Jurors are factfinders. In many deliberation rooms, however, jurors must begin their discussions without ready access to the exhibits admitted during trial. If a jury requests particular exhibits or evidence, then a trial court may exercise its discretion to decide whether to provide the requested materials. And in some courtrooms, a jury’s requests to review specific exhibits are routinely denied.
Abuse of discretion is a challenging standard of review for any appealing party. What would a party need to show to establish that a trial court abused its discretion? A recent opinion from Pennsylvania Superior Court, Schrader v. Ameron International Corporation, No. 2609 EDA 2018, 2020 WL 1460697 (Pa. Super. March 24, 2020), sheds some light.
Pennsylvania’s “general rule … is that exhibits properly admitted into evidence, with the exception of depositions and transcripts of testimony, may, within the discretion of the trial court, be sent out with the jury.” Kearns v. Clark, 493 A.2d 1358, 1362 (Pa. Super. 1985). For example, in Kearns, a trial court does not abuse its discretion if it withholds from the jury deliberation room admitted exhibits containing complex or confusing information that could be misinterpreted without additional context.
In Schrader, the jury began deliberations after a 10-day trial. The jury foreperson sent a note requesting a specific piece of admitted evidence: an internal corporate memorandum that made recommendations about safety warnings related to asbestos fibers. The memorandum had been introduced and admitted as an exhibit during trial and the plaintiff’s counsel referenced it in closing arguments.

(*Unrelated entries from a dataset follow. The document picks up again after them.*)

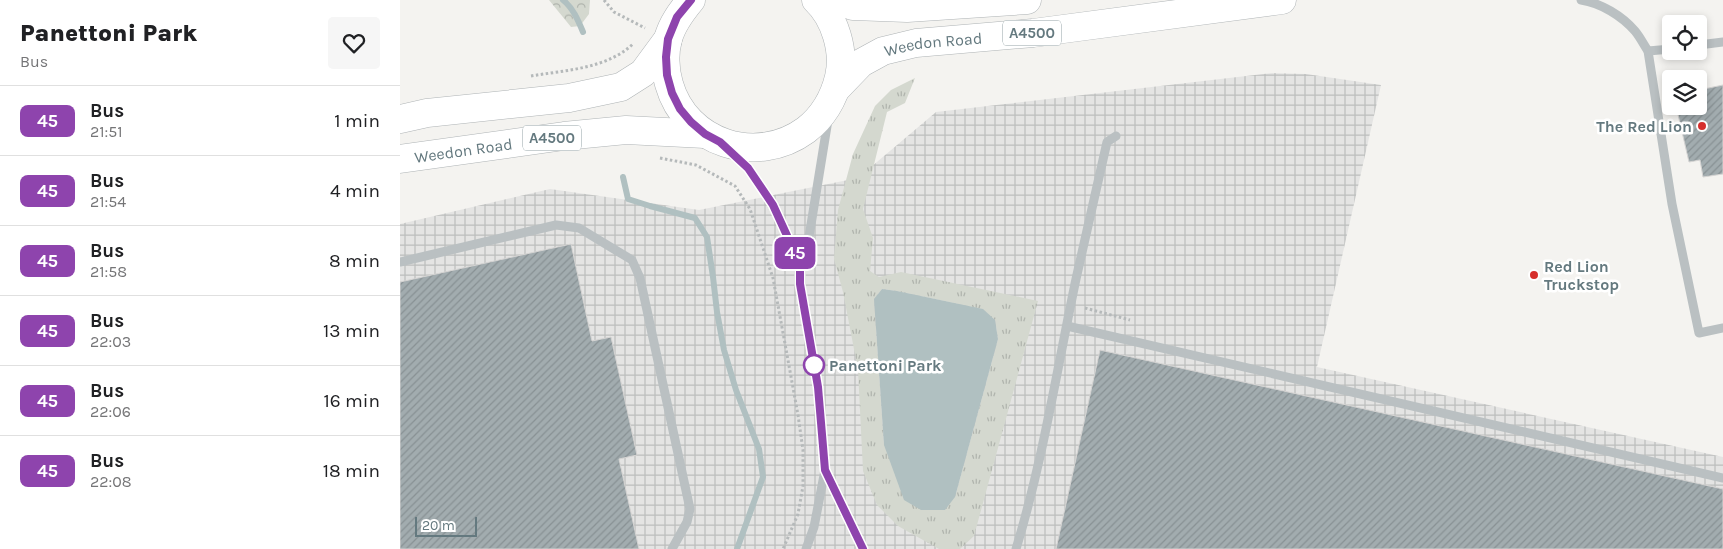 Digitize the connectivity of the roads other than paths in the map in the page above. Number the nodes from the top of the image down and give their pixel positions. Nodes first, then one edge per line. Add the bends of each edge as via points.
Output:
1 (691, 0) edge
2 (816, 0) edge
3 (836, 0) edge
4 (1027, 0) edge
5 (1282, 0) edge
6 (1581, 0) edge
7 (653, 31) junction
8 (1723, 42) edge
9 (1707, 44) edge
10 (1662, 50) edge
11 (1648, 51) junction
12 (833, 96) junction
13 (400, 119) edge
14 (1116, 136) dead end
15 (712, 138) junction
16 (400, 159) edge
17 (400, 262) edge
18 (800, 264) junction
19 (1067, 326) junction
20 (1723, 328) edge
21 (825, 470) junction
22 (1723, 478) edge
23 (672, 549) edge
24 (806, 549) edge
25 (863, 549) edge
26 (1016, 549) edge

1 - 7 highway via 677,17
2 - 12 highway via 830,18 837,35 840,71
3 - 4 highway, Weedon Road / A4500 via 853,6 907,8
5 - 12 highway, Weedon Road / A4500 via 1033,33 916,43 882,51 861,63
6 - 11 street via 1614,12 1635,31
7 - 13 highway, A4500 via 643,73 621,88 569,98 428,113
7 - 15 highway via 680,109
8 - 9 street
10 - 11 street
11 - 20 street via 1672,204 1699,333
12 - 15 highway, Weedon Road via 815,123 794,138 770,147 745,148
12 - 18 street via 808,244
14 - 19 street via 1106,142
15 - 16 highway, Weedon Road / A4500 via 626,130
15 - 18 street via 748,168 773,205
17 - 23 street via 556,226 579,228 632,260 640,278 690,509 687,522
18 - 21 street via 800,284 818,387
19 - 22 street
19 - 26 street via 1027,514
21 - 24 street via 814,527
21 - 25 street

The trial court advised that it was “generally the policy of this court to send minimal materials to the jury.” The defendant urged that the jury should rely on its own recollection rather than the actual exhibit and expressed a “slippery slope” concern: “…if we give them one, we might be here all day giving out exhibits.” The plaintiff objected, arguing that the memorandum would assist the jury in their deliberations. The trial court followed its preference and withheld the memorandum from the deliberating jury. The jury returned a verdict for the defendant manufacturer.
The Pennsylvania Superior Court held that the trial court’s decision was an abuse of discretion:
We adopt no blanket rule concerning a jury’s request to review an exhibit during deliberations. Rather, we hold that, in the face of a very specific request from the jury charged with resolving these very serious and complicated issues after ten days of trial, the trial court’s decision to deny them access to one piece of duly-admitted evidence that it deemed important to its verdict, based solely upon speculation that it could inspire them to ask for more exhibits and prolong resolution of the case, amounts to a manifestly unreasonable exercise of discretion.
The Superior Court also noted that the defendant did not claim the exhibit would cause undue prejudice or that other documents would need to accompany it to balance the impact. In short, the only reason to withhold the memorandum from the jury was a speculative concern that a request for one exhibit would lead to many. The Superior Court further concluded that the error was not harmless, and remanded the case for retrial.
While the opinion is nonprecedential and fact-specific, it suggests that speculative and arbitrary decisions to withhold important exhibits may be deemed reversible error, particularly when no substantive justification is offered by the court or the parties. Trial counsel seeking to withhold exhibits from the jury deliberations would do well to raise more substantive arguments, such as the risk of undue prejudice or confusion, or risk reversal on appeal.